[Stored data entries]
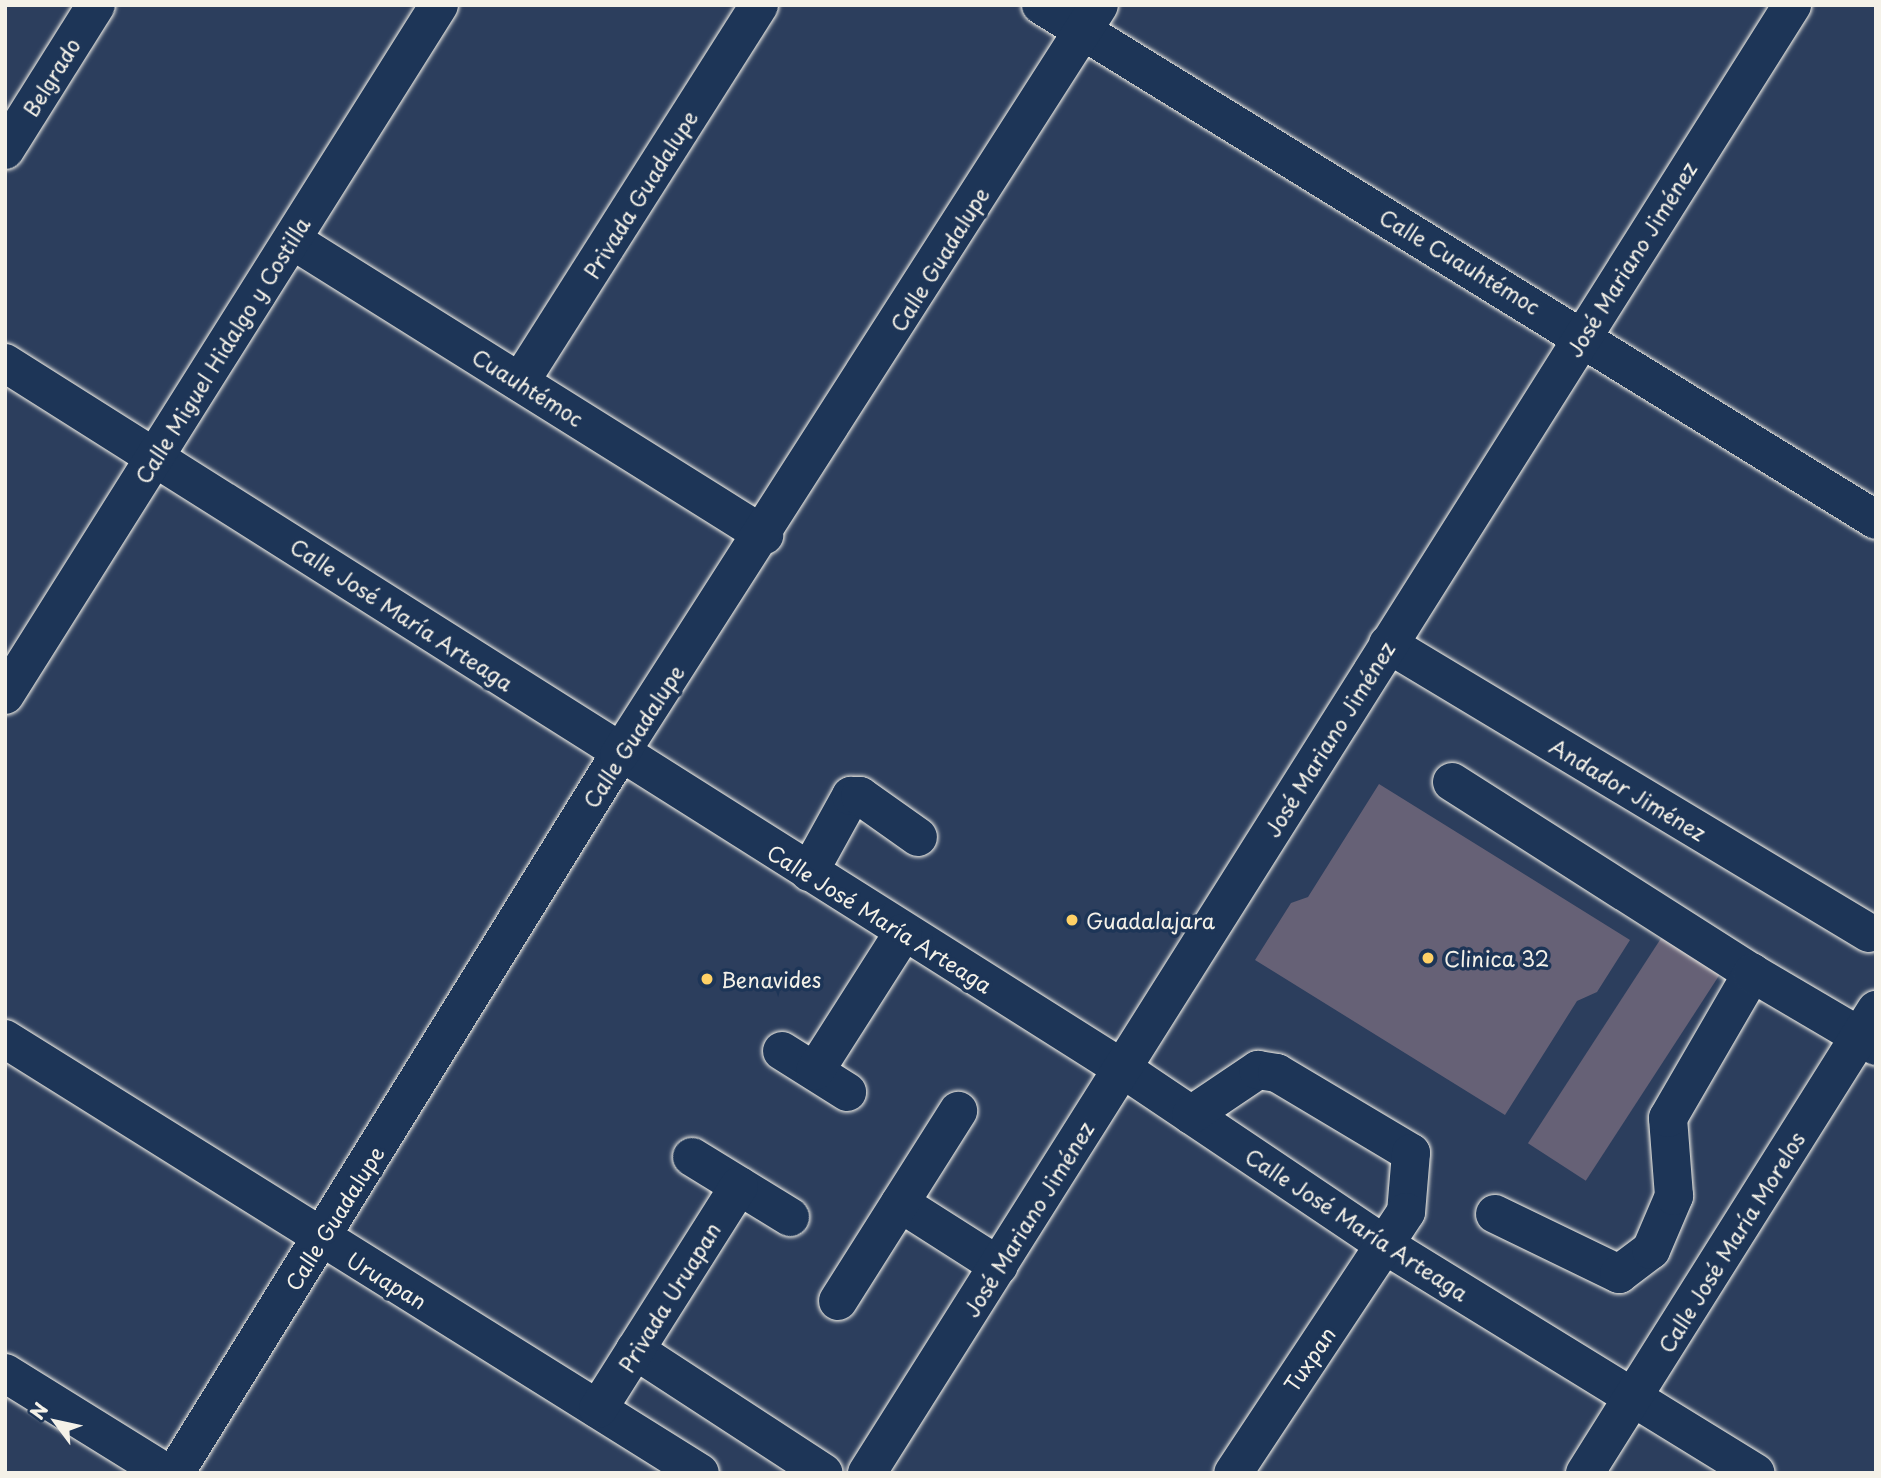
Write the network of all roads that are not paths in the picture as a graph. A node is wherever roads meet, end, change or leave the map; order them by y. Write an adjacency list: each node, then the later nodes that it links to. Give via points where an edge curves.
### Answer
1 (96, 5): 7 (street, Belgrado)
2 (439, 5): 8 (street, Calle Miguel Hidalgo y Costilla)
3 (759, 5): 11 (street, Privada Guadalupe)
4 (1041, 5): 6 (street, Calle Cuauhtémoc)
5 (1793, 5): 9 (street, José Mariano Jiménez)
6 (1091, 19): 9 (street, Calle Cuauhtémoc); 14 (street, Calle Guadalupe)
7 (5, 150)
8 (292, 240): 11 (street, Cuauhtémoc); 12 (street, Calle Miguel Hidalgo y Costilla)
9 (1582, 335): 13 (street, Calle Cuauhtémoc); 15 (street, José Mariano Jiménez)
10 (5, 363): 12 (street, Calle José María Arteaga)
11 (520, 382): 14 (street, Cuauhtémoc)
12 (157, 454): 16 (street, Calle Miguel Hidalgo y Costilla); 17 (street, Calle José María Arteaga)
13 (1876, 520)
14 (764, 535): 17 (street, Calle Guadalupe)
15 (1388, 645): 21 (street, Andador Jiménez); 27 (street, José Mariano Jiménez)
16 (5, 695)
17 (619, 755): 20 (street, Calle José María Arteaga); 37 (street, Calle Guadalupe)
18 (1452, 782): 23 (street)
19 (918, 837): 20 (street, via 860,796 851,796)
20 (809, 872): 22 (street, Calle José María Arteaga)
21 (1874, 931)
22 (903, 933): 27 (street, Calle José María Arteaga); 28 (street)
23 (1752, 973): 24 (street); 35 (street, via 1668,1118 1674,1196 1651,1250 1619,1274)
24 (1870, 1031): 43 (street, Calle José María Morelos)
25 (5, 1039): 37 (street, Uruapan)
26 (782, 1051): 28 (street)
27 (1123, 1069): 31 (street, Calle José María Arteaga); 39 (street, José Mariano Jiménez)
28 (815, 1071): 29 (street)
29 (847, 1092)
30 (958, 1111): 34 (street)
31 (1191, 1115): 38 (street, Calle José María Arteaga); 38 (street, Tuxpan, via 1258,1070 1277,1073 1411,1153 1406,1212)
32 (692, 1157): 33 (street)
33 (739, 1186): 36 (street); 41 (street, Privada Uruapan)
34 (900, 1203): 39 (street); 40 (street)
35 (1495, 1214)
36 (790, 1217)
37 (321, 1239): 44 (street, Uruapan); 47 (street, Calle Guadalupe)
38 (1385, 1245): 43 (street, Calle José María Arteaga); 50 (street, Tuxpan)
39 (999, 1266): 45 (street, José Mariano Jiménez)
40 (838, 1301)
41 (635, 1350): 44 (street, Privada Uruapan); 49 (street)
42 (5, 1373): 46 (street)
43 (1635, 1395): 51 (street, Calle José María Morelos); 52 (street, Calle José María Arteaga)
44 (598, 1409): 48 (street, Uruapan)
45 (877, 1469)
46 (166, 1473)
47 (176, 1473)
48 (700, 1473)
49 (824, 1473)
50 (1233, 1473)
51 (1585, 1473)
52 (1755, 1473)

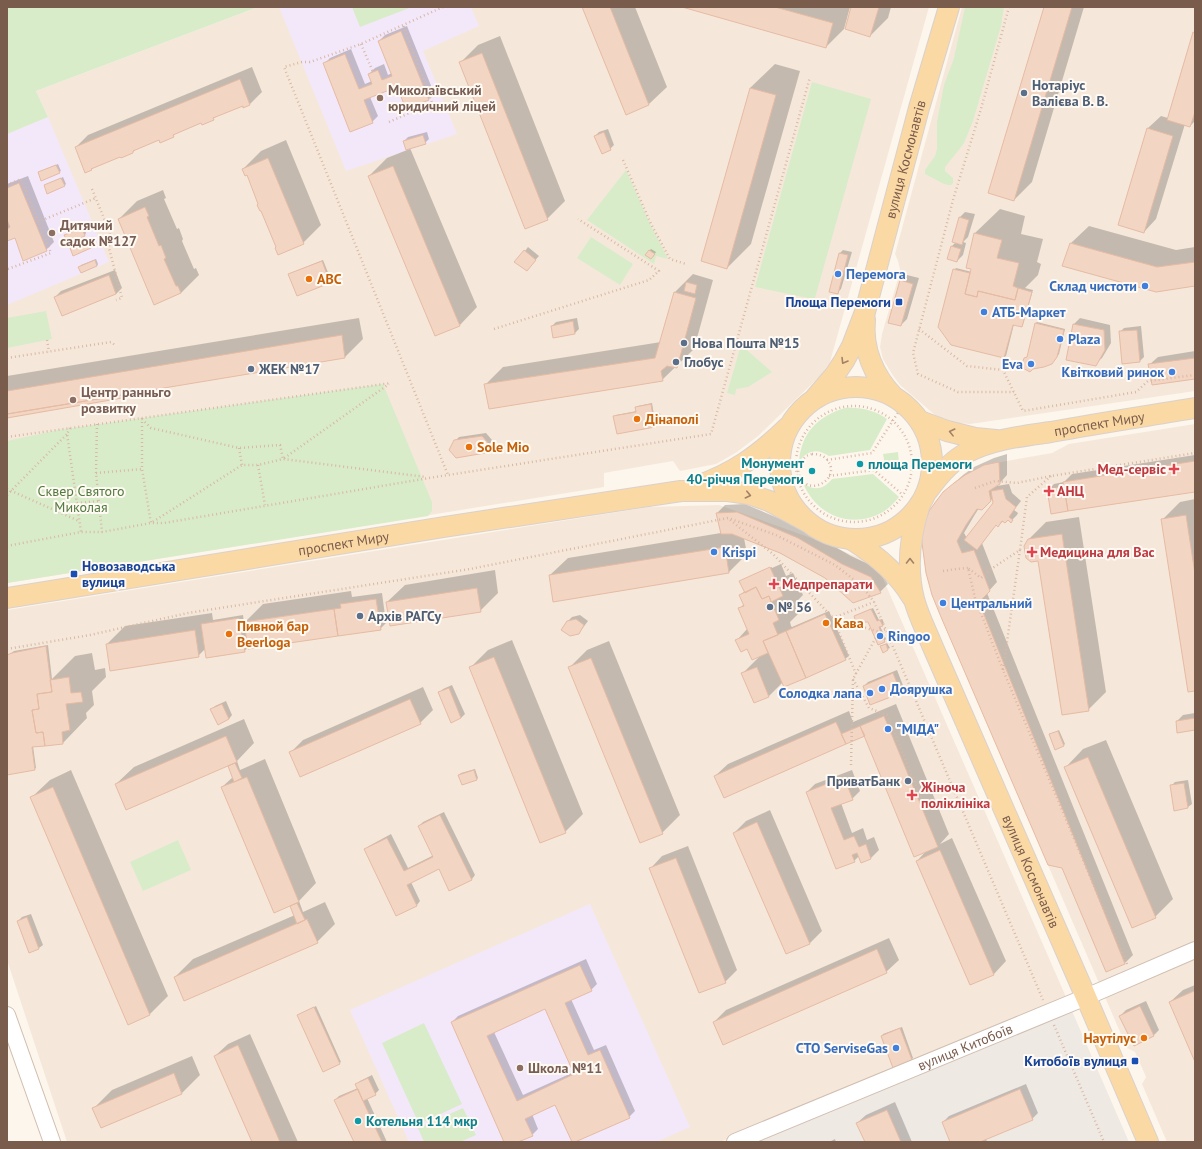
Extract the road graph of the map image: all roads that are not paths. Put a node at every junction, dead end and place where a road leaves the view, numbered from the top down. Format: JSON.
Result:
{"nodes":[{"id":1,"x":949,"y":7,"type":"edge"},
{"id":2,"x":865,"y":312,"type":"junction"},
{"id":3,"x":899,"y":400,"type":"junction"},
{"id":4,"x":810,"y":402,"type":"junction"},
{"id":5,"x":1195,"y":408,"type":"edge"},
{"id":6,"x":920,"y":421,"type":"junction"},
{"id":7,"x":791,"y":424,"type":"junction"},
{"id":8,"x":1004,"y":440,"type":"junction"},
{"id":9,"x":681,"y":491,"type":"junction"},
{"id":10,"x":921,"y":502,"type":"junction"},
{"id":11,"x":806,"y":521,"type":"junction"},
{"id":12,"x":852,"y":540,"type":"junction"},
{"id":13,"x":7,"y":598,"type":"edge"},
{"id":14,"x":914,"y":600,"type":"junction"},
{"id":15,"x":1195,"y":950,"type":"edge"},
{"id":16,"x":1086,"y":997,"type":"junction"},
{"id":17,"x":7,"y":1015,"type":"edge"},
{"id":18,"x":52,"y":1142,"type":"edge"},
{"id":19,"x":735,"y":1142,"type":"edge"},
{"id":20,"x":1148,"y":1142,"type":"edge"}],
"edges":[{"from":1,"to":2,"type":"main road","name":"вулиця Космонавтів"},
{"from":2,"to":3,"type":"main road","name":"вулиця Космонавтів"},
{"from":2,"to":4,"type":"main road","name":"вулиця Космонавтів","one_way":true},
{"from":3,"to":4,"type":"main road"},
{"from":3,"to":6,"type":"main road","name":"вулиця Космонавтів"},
{"from":4,"to":7,"type":"main road","name":"вулиця Космонавтів"},
{"from":5,"to":8,"type":"main road","name":"проспект Миру"},
{"from":8,"to":6,"type":"main road","name":"проспект Миру","one_way":true},
{"from":6,"to":10,"type":"main road","name":"вулиця Космонавтів"},
{"from":7,"to":9,"type":"main road","name":"проспект Миру"},
{"from":7,"to":11,"type":"main road"},
{"from":8,"to":10,"type":"main road","name":"проспект Миру"},
{"from":9,"to":11,"type":"main road","name":"проспект Миру","one_way":true},
{"from":9,"to":13,"type":"main road","name":"проспект Миру"},
{"from":10,"to":12,"type":"main road","name":"проспект Миру"},
{"from":14,"to":10,"type":"main road","name":"вулиця Космонавтів","one_way":true},
{"from":11,"to":12,"type":"main road"},
{"from":12,"to":14,"type":"main road","name":"вулиця Космонавтів"},
{"from":14,"to":16,"type":"main road","name":"вулиця Космонавтів"},
{"from":15,"to":16,"type":"street","name":"вулиця Китобоїв"},
{"from":16,"to":19,"type":"street","name":"вулиця Китобоїв"},
{"from":16,"to":20,"type":"main road","name":"вулиця Космонавтів"},
{"from":17,"to":18,"type":"street"}]}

WHAT THE TASK REQUIRES:
Retype the data in full. Images do not go in the copy.

ANSWER:
Write the network of all roads that are not paths in the picture as a graph. A node is wherever roads meet, end, change or leave the map; order them by y. Write an adjacency list: each node, then the later nodes that it links to. Give via points where an edge curves.
### Answer
1 (96, 5): 7 (street, Belgrado)
2 (439, 5): 8 (street, Calle Miguel Hidalgo y Costilla)
3 (759, 5): 11 (street, Privada Guadalupe)
4 (1041, 5): 6 (street, Calle Cuauhtémoc)
5 (1793, 5): 9 (street, José Mariano Jiménez)
6 (1091, 19): 9 (street, Calle Cuauhtémoc); 14 (street, Calle Guadalupe)
7 (5, 150)
8 (292, 240): 11 (street, Cuauhtémoc); 12 (street, Calle Miguel Hidalgo y Costilla)
9 (1582, 335): 13 (street, Calle Cuauhtémoc); 15 (street, José Mariano Jiménez)
10 (5, 363): 12 (street, Calle José María Arteaga)
11 (520, 382): 14 (street, Cuauhtémoc)
12 (157, 454): 16 (street, Calle Miguel Hidalgo y Costilla); 17 (street, Calle José María Arteaga)
13 (1876, 520)
14 (764, 535): 17 (street, Calle Guadalupe)
15 (1388, 645): 21 (street, Andador Jiménez); 27 (street, José Mariano Jiménez)
16 (5, 695)
17 (619, 755): 20 (street, Calle José María Arteaga); 37 (street, Calle Guadalupe)
18 (1452, 782): 23 (street)
19 (918, 837): 20 (street, via 860,796 851,796)
20 (809, 872): 22 (street, Calle José María Arteaga)
21 (1874, 931)
22 (903, 933): 27 (street, Calle José María Arteaga); 28 (street)
23 (1752, 973): 24 (street); 35 (street, via 1668,1118 1674,1196 1651,1250 1619,1274)
24 (1870, 1031): 43 (street, Calle José María Morelos)
25 (5, 1039): 37 (street, Uruapan)
26 (782, 1051): 28 (street)
27 (1123, 1069): 31 (street, Calle José María Arteaga); 39 (street, José Mariano Jiménez)
28 (815, 1071): 29 (street)
29 (847, 1092)
30 (958, 1111): 34 (street)
31 (1191, 1115): 38 (street, Calle José María Arteaga); 38 (street, Tuxpan, via 1258,1070 1277,1073 1411,1153 1406,1212)
32 (692, 1157): 33 (street)
33 (739, 1186): 36 (street); 41 (street, Privada Uruapan)
34 (900, 1203): 39 (street); 40 (street)
35 (1495, 1214)
36 (790, 1217)
37 (321, 1239): 44 (street, Uruapan); 47 (street, Calle Guadalupe)
38 (1385, 1245): 43 (street, Calle José María Arteaga); 50 (street, Tuxpan)
39 (999, 1266): 45 (street, José Mariano Jiménez)
40 (838, 1301)
41 (635, 1350): 44 (street, Privada Uruapan); 49 (street)
42 (5, 1373): 46 (street)
43 (1635, 1395): 51 (street, Calle José María Morelos); 52 (street, Calle José María Arteaga)
44 (598, 1409): 48 (street, Uruapan)
45 (877, 1469)
46 (166, 1473)
47 (176, 1473)
48 (700, 1473)
49 (824, 1473)
50 (1233, 1473)
51 (1585, 1473)
52 (1755, 1473)

Extract the road graph of the map image: all roads that are not paths. Put a node at every junction, dead end and place where a road leaves the view, numbered from the top down. Format: JSON.
Result:
{"nodes":[{"id":1,"x":949,"y":7,"type":"edge"},
{"id":2,"x":865,"y":312,"type":"junction"},
{"id":3,"x":899,"y":400,"type":"junction"},
{"id":4,"x":810,"y":402,"type":"junction"},
{"id":5,"x":1195,"y":408,"type":"edge"},
{"id":6,"x":920,"y":421,"type":"junction"},
{"id":7,"x":791,"y":424,"type":"junction"},
{"id":8,"x":1004,"y":440,"type":"junction"},
{"id":9,"x":681,"y":491,"type":"junction"},
{"id":10,"x":921,"y":502,"type":"junction"},
{"id":11,"x":806,"y":521,"type":"junction"},
{"id":12,"x":852,"y":540,"type":"junction"},
{"id":13,"x":7,"y":598,"type":"edge"},
{"id":14,"x":914,"y":600,"type":"junction"},
{"id":15,"x":1195,"y":950,"type":"edge"},
{"id":16,"x":1086,"y":997,"type":"junction"},
{"id":17,"x":7,"y":1015,"type":"edge"},
{"id":18,"x":52,"y":1142,"type":"edge"},
{"id":19,"x":735,"y":1142,"type":"edge"},
{"id":20,"x":1148,"y":1142,"type":"edge"}],
"edges":[{"from":1,"to":2,"type":"main road","name":"вулиця Космонавтів"},
{"from":2,"to":3,"type":"main road","name":"вулиця Космонавтів"},
{"from":2,"to":4,"type":"main road","name":"вулиця Космонавтів","one_way":true},
{"from":3,"to":4,"type":"main road"},
{"from":3,"to":6,"type":"main road","name":"вулиця Космонавтів"},
{"from":4,"to":7,"type":"main road","name":"вулиця Космонавтів"},
{"from":5,"to":8,"type":"main road","name":"проспект Миру"},
{"from":8,"to":6,"type":"main road","name":"проспект Миру","one_way":true},
{"from":6,"to":10,"type":"main road","name":"вулиця Космонавтів"},
{"from":7,"to":9,"type":"main road","name":"проспект Миру"},
{"from":7,"to":11,"type":"main road"},
{"from":8,"to":10,"type":"main road","name":"проспект Миру"},
{"from":9,"to":11,"type":"main road","name":"проспект Миру","one_way":true},
{"from":9,"to":13,"type":"main road","name":"проспект Миру"},
{"from":10,"to":12,"type":"main road","name":"проспект Миру"},
{"from":14,"to":10,"type":"main road","name":"вулиця Космонавтів","one_way":true},
{"from":11,"to":12,"type":"main road"},
{"from":12,"to":14,"type":"main road","name":"вулиця Космонавтів"},
{"from":14,"to":16,"type":"main road","name":"вулиця Космонавтів"},
{"from":15,"to":16,"type":"street","name":"вулиця Китобоїв"},
{"from":16,"to":19,"type":"street","name":"вулиця Китобоїв"},
{"from":16,"to":20,"type":"main road","name":"вулиця Космонавтів"},
{"from":17,"to":18,"type":"street"}]}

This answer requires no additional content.